Lebot and Lévesque divided the active principles into 2 main groups-major and minor kavalactones-and demonstrated that the former for approximately 96% of the lipid extract. They therefore numbered and only used the major kavalactones (1 = demethoxy-yangonin, DMY; 2 = dihydrokavain, DHK; 3 = yangonin, y; 4 = kavain, k; 5 = dihydromethystic, DHM; and 6 = methysticin M) to define cultivar chemotypes. These 6 active substances comprise a natural "cocktail" that induces different physiological effects according to the particular kavalactone mixture. To identify the different mixtures offered by various cultivars, chemical compositions were coded by listing in decreasing order of proportion the 6 major kavalactones in the extract; this coded description is called a chemotype. For example, if the chemotype of a cultivar is 521364, this indicates that kavalactone number 5 (DHM) has the highest content of the 6 lactones in that cultivar, kavalactone number 2 (DHK) has the second highest content, and so on. Chemotype 521634 produced distinct physiological effects that differ from those of the other chemotypes. The first 3 kavalactones in the code usually represent 70% of the total. These 3, therefore, are typically the most important for characterizing the chemotype. In some cultivars, the percentage of each of the 3 major kavalactones is about the same.
Effects
A moderately potent kava drink causes effects within 10–20 minutes that last for about two and a half hours, but can be felt for up to eight hours. Some report longer-term effects up to two days after ingestion, including a feeling of mental clarity, patience, and an ease of acceptance. The effects of kava are most often compared to alcohol, or benzodiazepines.
The sensations, in order of appearance, are slight tongue and lip numbing, mildly talkative and sociable behavior, clear thinking, calmness, relaxed muscles, and a sense of well-being. The numbing of the mouth is caused by the two kavalactones kavain and dihydrokavain, which cause the contraction of the blood vessels in these areas, acting as a local topical anesthetic.

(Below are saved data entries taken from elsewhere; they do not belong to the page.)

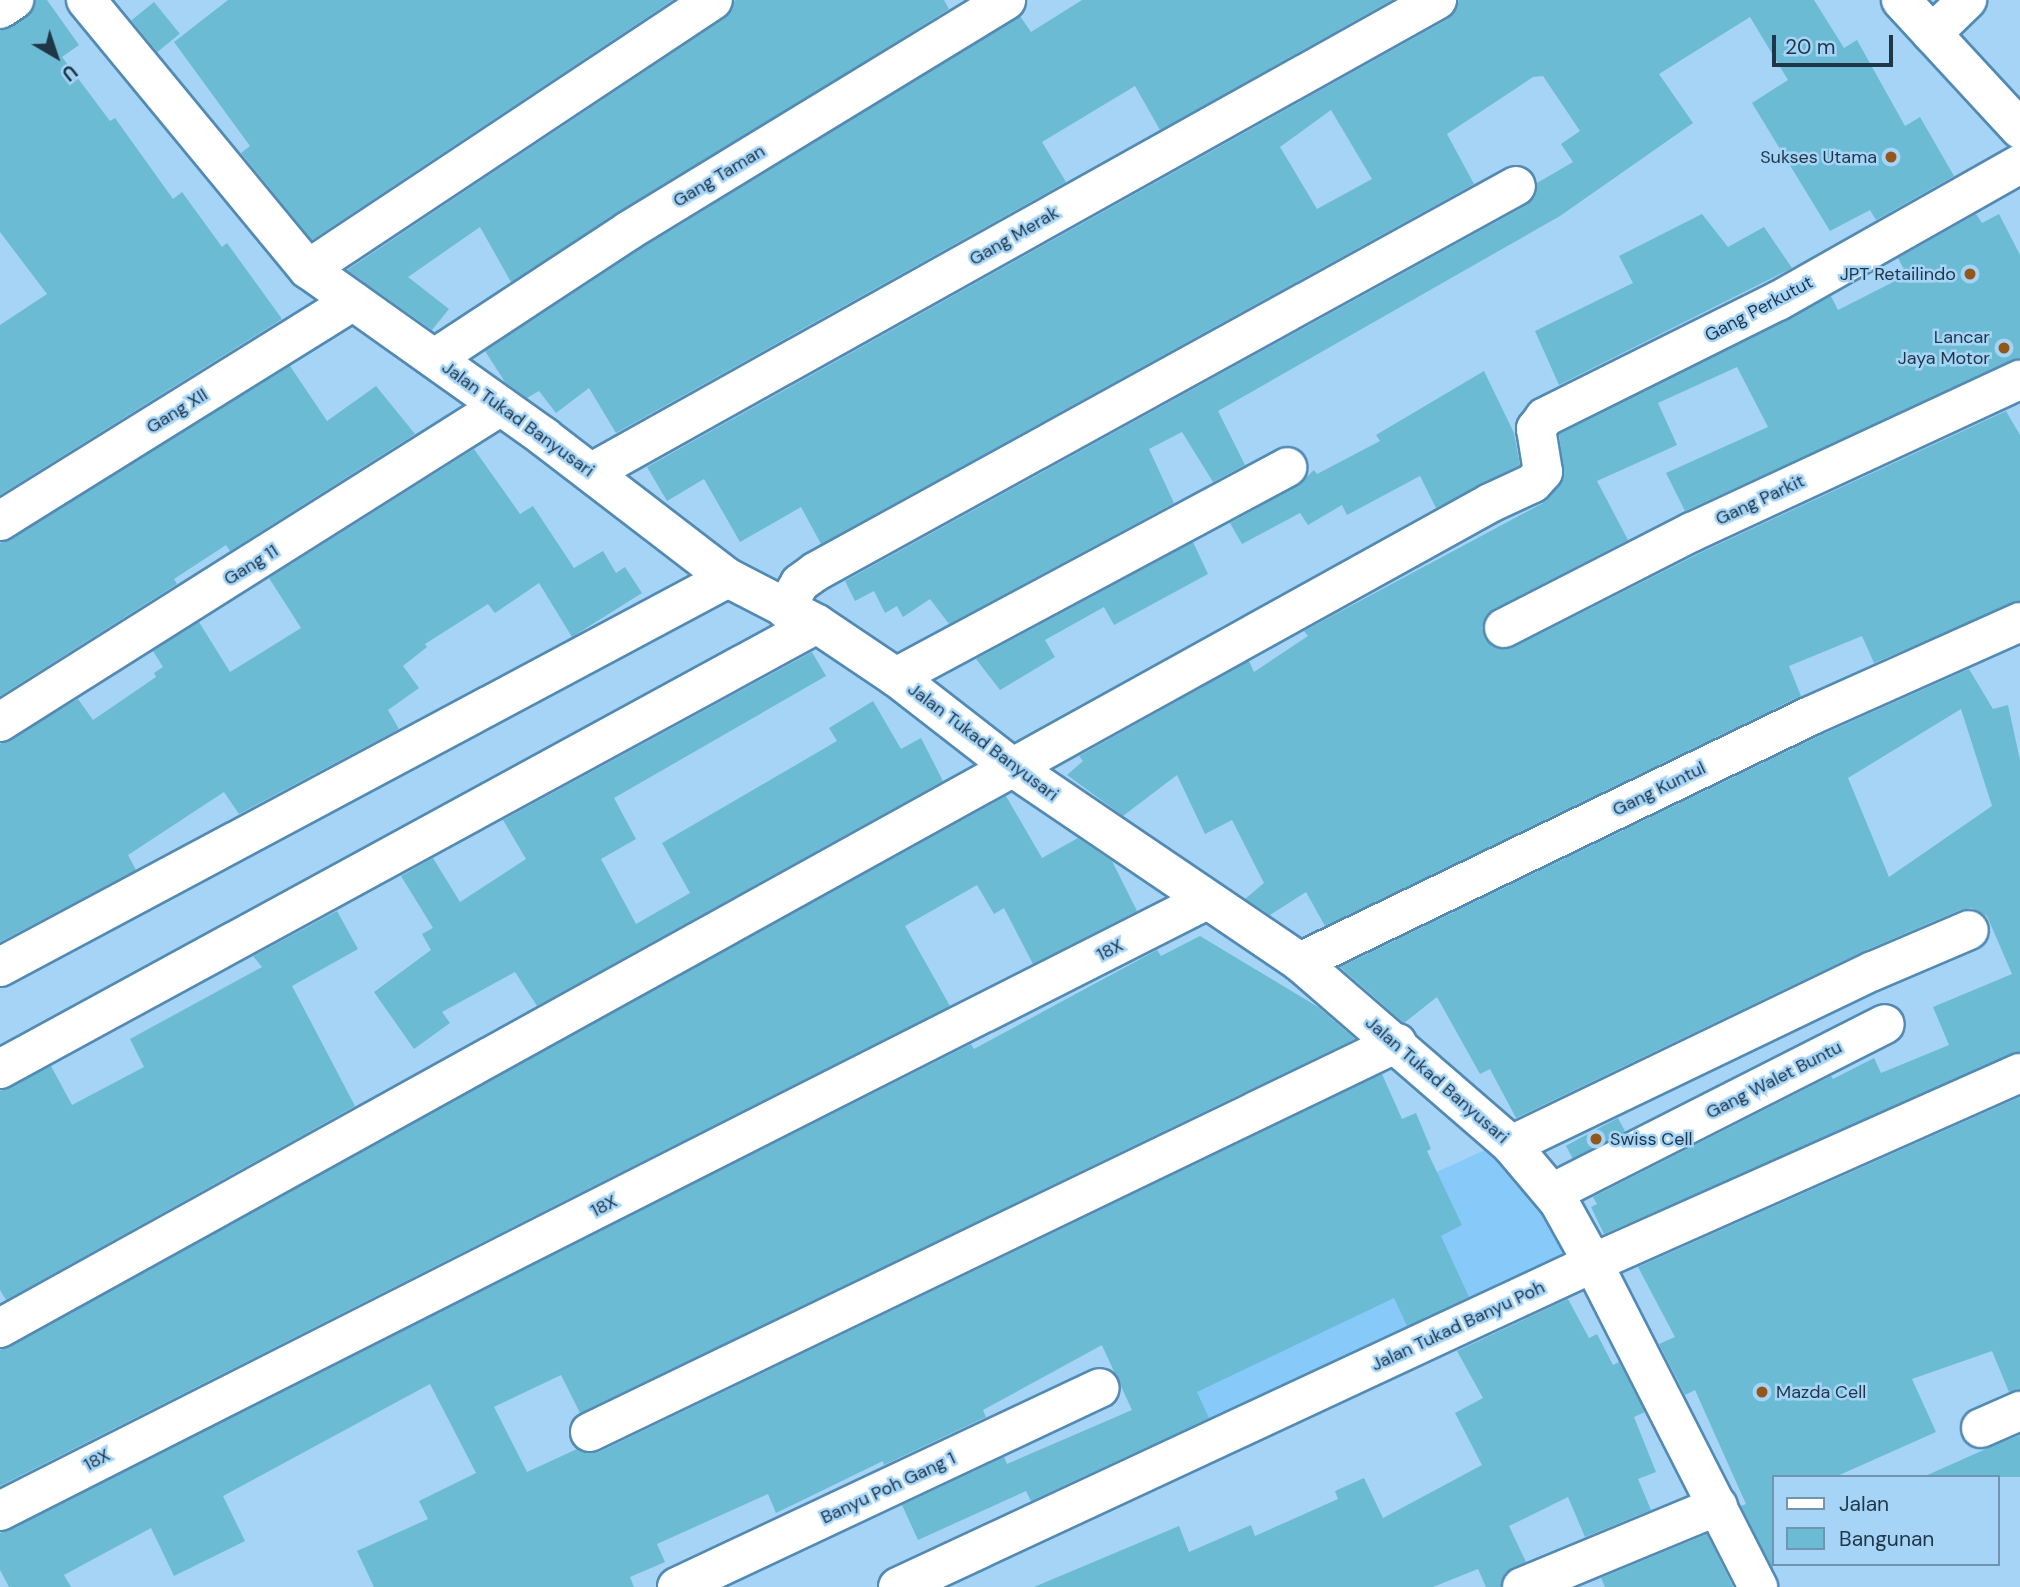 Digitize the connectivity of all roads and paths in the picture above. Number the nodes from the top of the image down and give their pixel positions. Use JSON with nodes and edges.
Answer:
{"nodes":[{"id":1,"x":14,"y":0,"type":"edge"},
{"id":2,"x":86,"y":0,"type":"edge"},
{"id":3,"x":713,"y":0,"type":"edge"},
{"id":4,"x":1006,"y":0,"type":"edge"},
{"id":5,"x":1437,"y":0,"type":"edge"},
{"id":6,"x":1901,"y":0,"type":"edge"},
{"id":7,"x":1967,"y":0,"type":"edge"},
{"id":8,"x":0,"y":9,"type":"edge"},
{"id":9,"x":1932,"y":34,"type":"junction"},
{"id":10,"x":2020,"y":129,"type":"edge"},
{"id":11,"x":2020,"y":164,"type":"edge"},
{"id":12,"x":1516,"y":186,"type":"dead end"},
{"id":13,"x":309,"y":269,"type":"junction"},
{"id":14,"x":353,"y":301,"type":"junction"},
{"id":15,"x":435,"y":358,"type":"junction"},
{"id":16,"x":2020,"y":380,"type":"edge"},
{"id":17,"x":501,"y":406,"type":"junction"},
{"id":18,"x":1287,"y":467,"type":"dead end"},
{"id":19,"x":592,"y":472,"type":"junction"},
{"id":20,"x":0,"y":521,"type":"edge"},
{"id":21,"x":728,"y":578,"type":"junction"},
{"id":22,"x":801,"y":616,"type":"junction"},
{"id":23,"x":2020,"y":622,"type":"edge"},
{"id":24,"x":1504,"y":628,"type":"dead end"},
{"id":25,"x":896,"y":677,"type":"junction"},
{"id":26,"x":0,"y":722,"type":"edge"},
{"id":27,"x":1012,"y":767,"type":"junction"},
{"id":28,"x":1207,"y":900,"type":"junction"},
{"id":29,"x":1969,"y":930,"type":"dead end"},
{"id":30,"x":1300,"y":962,"type":"junction"},
{"id":31,"x":0,"y":967,"type":"edge"},
{"id":32,"x":1885,"y":1024,"type":"dead end"},
{"id":33,"x":1397,"y":1043,"type":"junction"},
{"id":34,"x":0,"y":1069,"type":"edge"},
{"id":35,"x":2020,"y":1073,"type":"edge"},
{"id":36,"x":1511,"y":1145,"type":"junction"},
{"id":37,"x":1552,"y":1192,"type":"junction"},
{"id":38,"x":1593,"y":1263,"type":"junction"},
{"id":39,"x":0,"y":1328,"type":"edge"},
{"id":40,"x":1100,"y":1388,"type":"dead end"},
{"id":41,"x":2020,"y":1411,"type":"edge"},
{"id":42,"x":1981,"y":1428,"type":"dead end"},
{"id":43,"x":590,"y":1432,"type":"dead end"},
{"id":44,"x":1718,"y":1506,"type":"junction"},
{"id":45,"x":0,"y":1511,"type":"edge"},
{"id":46,"x":677,"y":1587,"type":"edge"},
{"id":47,"x":898,"y":1587,"type":"edge"},
{"id":48,"x":1522,"y":1587,"type":"edge"},
{"id":49,"x":1758,"y":1587,"type":"edge"}],
"edges":[{"from":1,"to":8,"type":"street"},
{"from":2,"to":13,"type":"street","name":"Jalan Tukad Banyusari"},
{"from":3,"to":13,"type":"street"},
{"from":4,"to":15,"type":"street","name":"Gang Taman"},
{"from":5,"to":19,"type":"street","name":"Gang Merak"},
{"from":6,"to":9,"type":"street"},
{"from":7,"to":9,"type":"street"},
{"from":9,"to":10,"type":"street"},
{"from":11,"to":27,"type":"street","name":"Gang Perkutut"},
{"from":12,"to":22,"type":"street"},
{"from":13,"to":14,"type":"street","name":"Jalan Tukad Banyusari"},
{"from":14,"to":15,"type":"street","name":"Jalan Tukad Banyusari"},
{"from":14,"to":20,"type":"street","name":"Gang XII"},
{"from":15,"to":17,"type":"street","name":"Jalan Tukad Banyusari"},
{"from":16,"to":24,"type":"street","name":"Gang Parkit"},
{"from":17,"to":19,"type":"street","name":"Jalan Tukad Banyusari"},
{"from":17,"to":26,"type":"street","name":"Gang 11"},
{"from":18,"to":25,"type":"street"},
{"from":19,"to":21,"type":"street","name":"Jalan Tukad Banyusari"},
{"from":21,"to":22,"type":"street","name":"Jalan Tukad Banyusari"},
{"from":21,"to":31,"type":"street"},
{"from":22,"to":25,"type":"street","name":"Jalan Tukad Banyusari"},
{"from":22,"to":34,"type":"street"},
{"from":23,"to":30,"type":"street","name":"Gang Kuntul"},
{"from":25,"to":27,"type":"street","name":"Jalan Tukad Banyusari"},
{"from":27,"to":28,"type":"street","name":"Jalan Tukad Banyusari"},
{"from":27,"to":39,"type":"street"},
{"from":28,"to":30,"type":"street","name":"Jalan Tukad Banyusari"},
{"from":28,"to":45,"type":"street","name":"18X"},
{"from":29,"to":36,"type":"street"},
{"from":30,"to":33,"type":"street","name":"Jalan Tukad Banyusari"},
{"from":32,"to":37,"type":"street","name":"Gang Walet Buntu"},
{"from":33,"to":36,"type":"street","name":"Jalan Tukad Banyusari"},
{"from":33,"to":43,"type":"street"},
{"from":35,"to":38,"type":"street","name":"Jalan Tukad Banyu Poh"},
{"from":36,"to":37,"type":"street","name":"Jalan Tukad Banyusari"},
{"from":37,"to":38,"type":"street","name":"Jalan Tukad Banyusari"},
{"from":38,"to":44,"type":"street","name":"Jalan Tukad Banyusari"},
{"from":38,"to":47,"type":"street","name":"Jalan Tukad Banyu Poh"},
{"from":40,"to":46,"type":"street","name":"Banyu Poh Gang 1"},
{"from":41,"to":42,"type":"street"},
{"from":44,"to":48,"type":"street"},
{"from":44,"to":49,"type":"street","name":"Jalan Tukad Banyusari"}]}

The effects of a kava drink vary widely with the particular chemotype of kava plant and amount. A potent drink results in a faster onset with a lack of stimulation; the user's eyes become more sensitive, the person soon becomes somnolent. Sleep is often restful and pronounced periods of sleepiness correlate to the amount and potency of kava consumed. Many people reportedly experience deep sleep and rather vivid dreams after drinking moderate amounts of kava.